Tracey Corderoy wowed with energy and charm but scared me with her crafting super-powers in a talk about live author events. ‘Take a story sack’ was the lesson I learned, even if it’s only to clutch to your terrified bosom. Jon Reed had to follow on with a session about on-line marketing while one of Tracey’s sparkly spiders still dangled from the lectern. A good tip from Jon was paywithatweet where readers get a free extract or 1-page resource but have to ‘pay’ by tweeting your link.

From Melissa Cox, children’s book buyer for Waterstones, I learned that the ideal book for 9s-12s (the age-group I am currently writing for) has good writing, a good cover, a strong story and leaves ‘em wanting more. Hope that’s sorted, then. And that foil covers aren’t the thing any more, it’s all about sprayed edges. Unfortunately by this time the data projector had done a diva-flounce and stopped cooperating, so we couldn’t see all the titles Melissa wanted to illustrate her talk with.

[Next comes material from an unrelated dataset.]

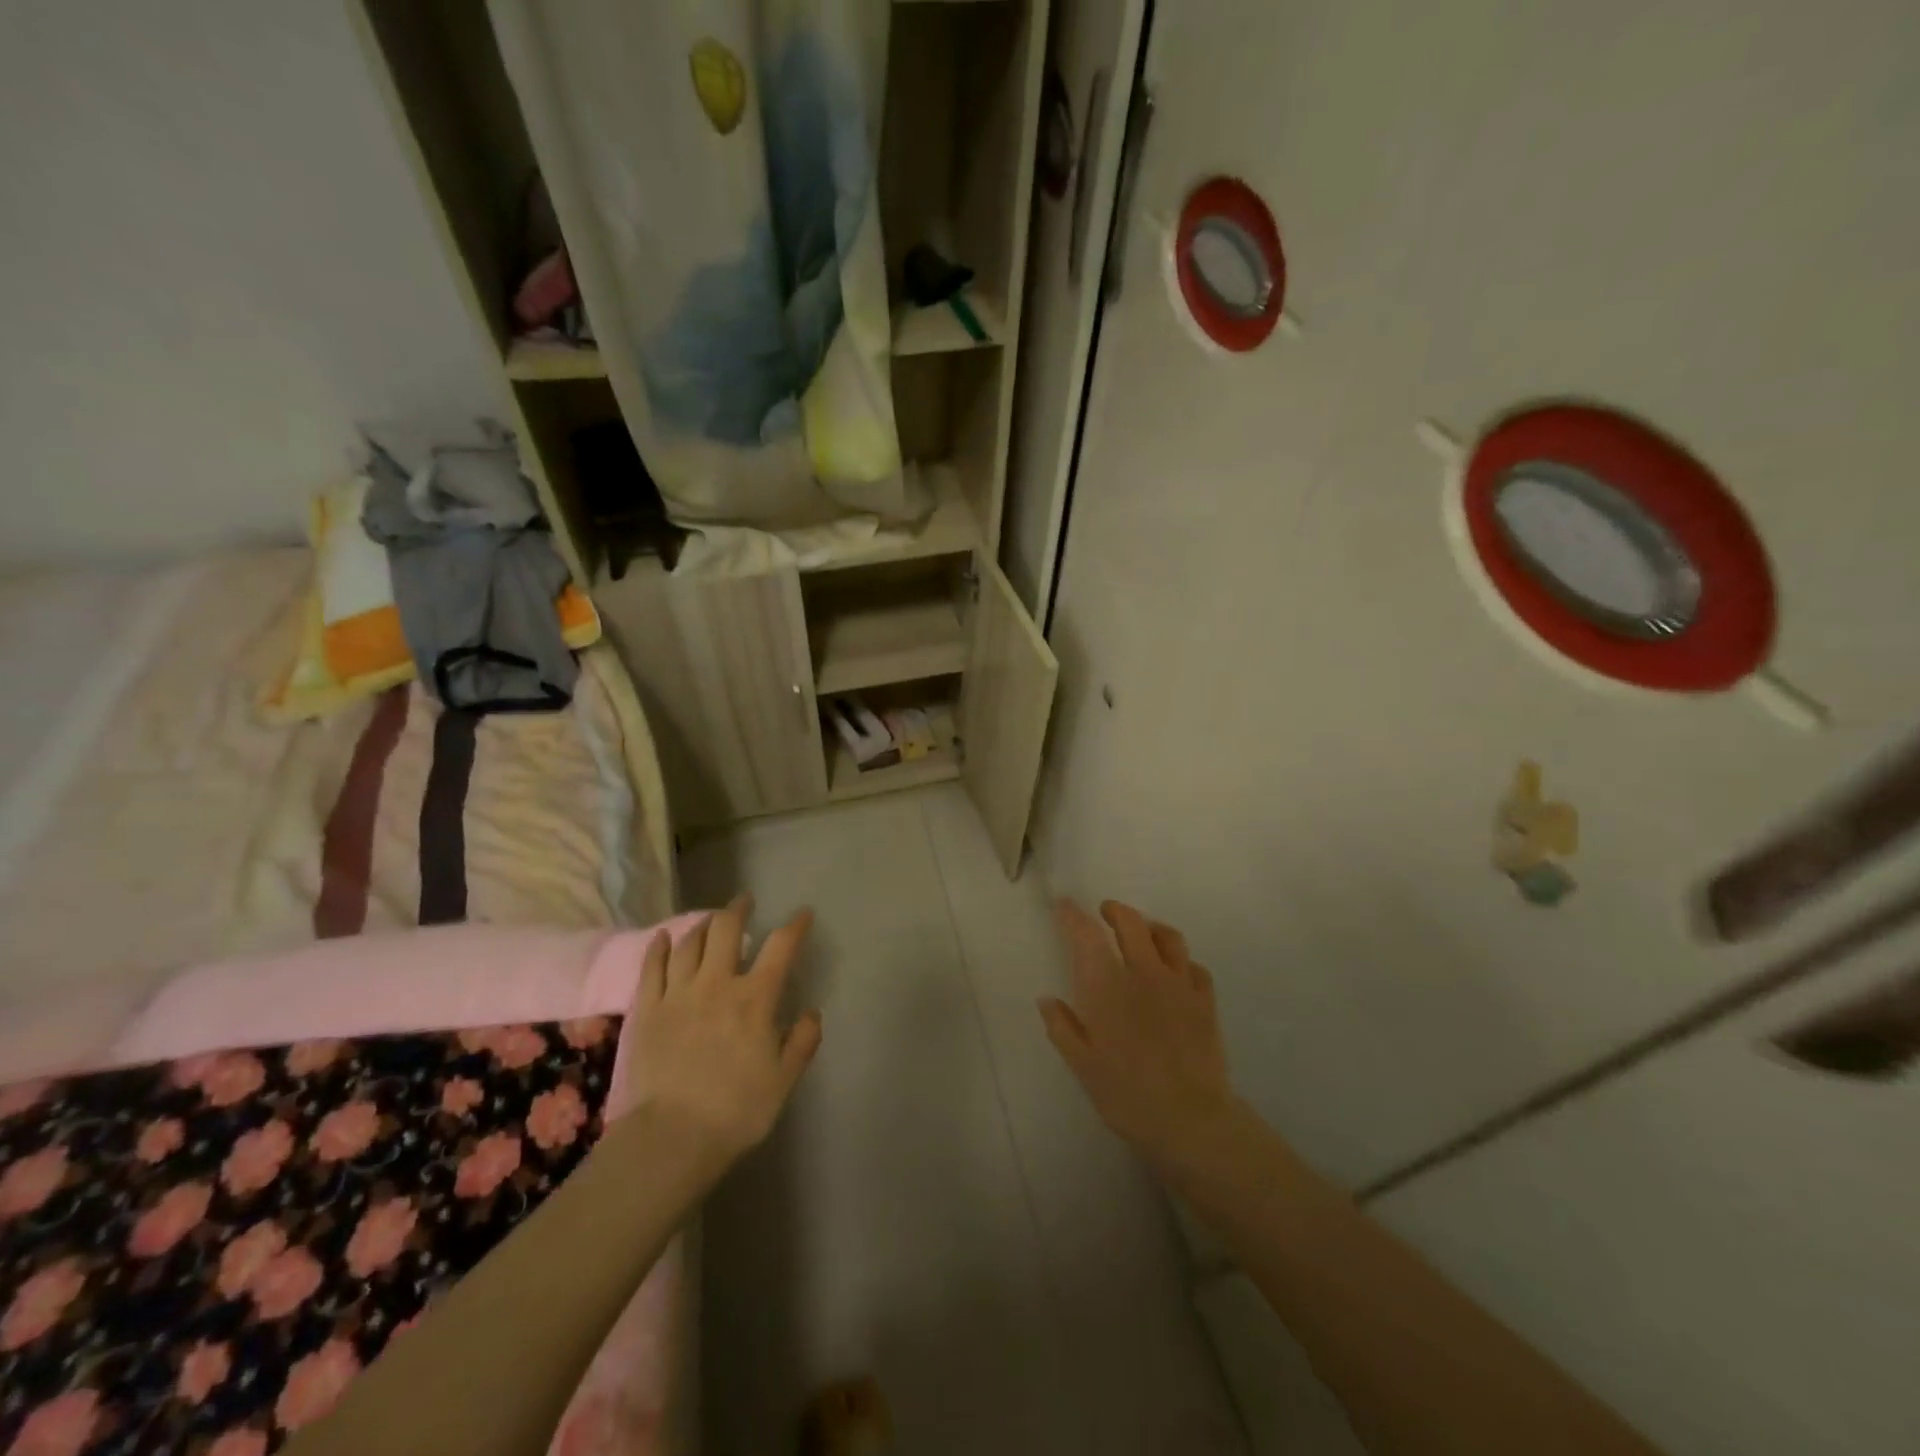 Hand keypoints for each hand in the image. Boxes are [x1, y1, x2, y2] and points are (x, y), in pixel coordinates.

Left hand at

From there we moved into the strange but fascinating world of children’s story apps, but we’d had cake by then and wine was promised so nothing felt too mystifying.

My last lesson of the day was: snot glue. Think about it. It’s that stuff that sticks things to things. Free stuff on magazine covers. You can roll it up into a ball…eventually. Yes, now you know what I’m talking about, and now you know it has a technical name. Snot glue. You heard it here, courtesy of Nosy Crow.